Both McMillan and Godin point to the fact that PowerPoint is misused far too frequently. PowerPoint should accompany, not lead your presentation. To Godin’s point, a truly powerful speaker doesn’t even need a PowerPoint safety net. Information contained in PowerPoint should be boiled down to the most basic elements possible.
However, that’s the problem. More often than not, the PowerPoint serves as a final deliverable to clients or internal audiences. Even if there is a separate leave-behind document, the odds of the materials getting a thorough read are relatively slim. In addition, institutional memory can often be counted in nanoseconds, so no matter how powerful your argument, it’s likely to fade away soon after you close your laptop.
Tech blogger David Sheets recently noted McMillan’s video, and referenced a scary example of PowerPoint’s tendency to dumb down important information. While most corporate presentations don’t hold lives in the balance, the NASA space shuttle example should teach us all an important lesson.

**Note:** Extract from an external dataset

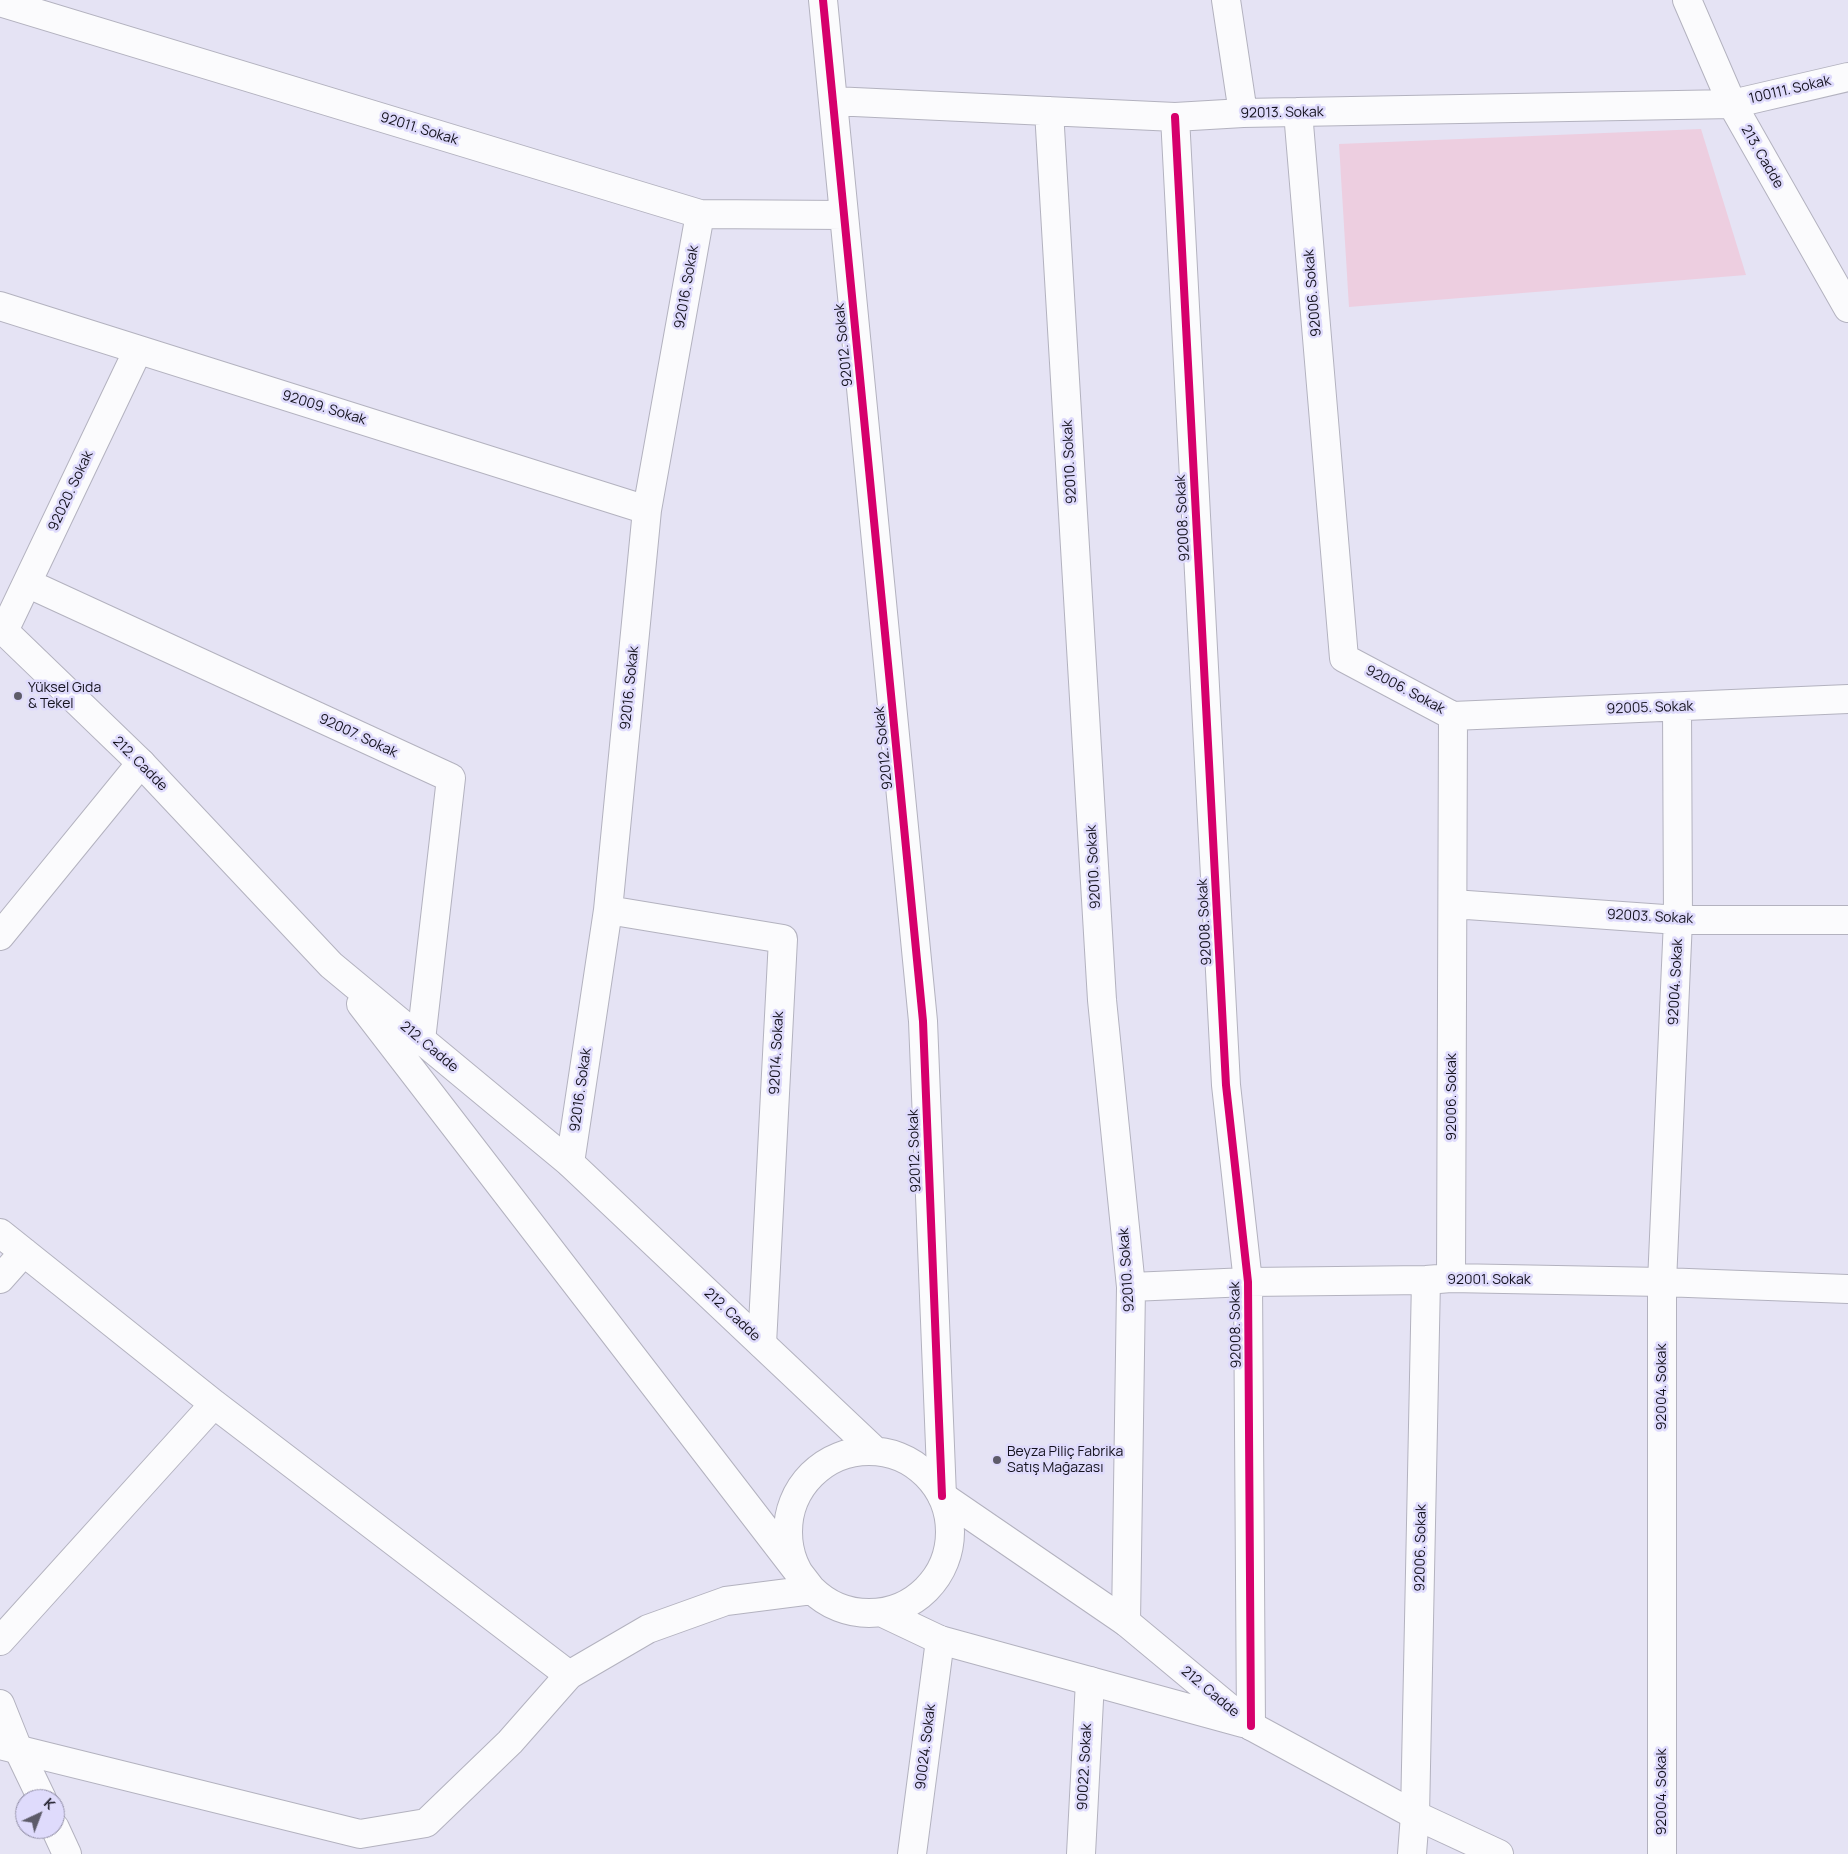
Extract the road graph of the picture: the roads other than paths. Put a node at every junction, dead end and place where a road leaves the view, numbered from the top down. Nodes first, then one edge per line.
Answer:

There is no doubt that PowerPoint is the language of business. It’s an essential tool for providing synopses to corporate leadership and internal teams. For the most part, it’s a highly intuitive, user-friendly tool that allows even the most inartistic buffoon to craft a pretty presentation. But is that necessarily a good thing?
In some ways, I believe technological advances such as PowerPoint are robbing us of the nuance behind the bullet points. The world’s collective knowledge is at our fingertips through Google searches and Wikipedia. But when everything is boiled down to sound-bite info, are we really learning anything at all?
Navigating and minimizing complexity is essential, and we’re no doubt better off having tools like PowerPoint in our back pockets. My fear is that we’re headed towards a “Cliff Notes” culture where the details and subtleties of arguments and information fall through the cracks. Some may say I’m an alarmist, but I’m not the only one . What are your thoughts?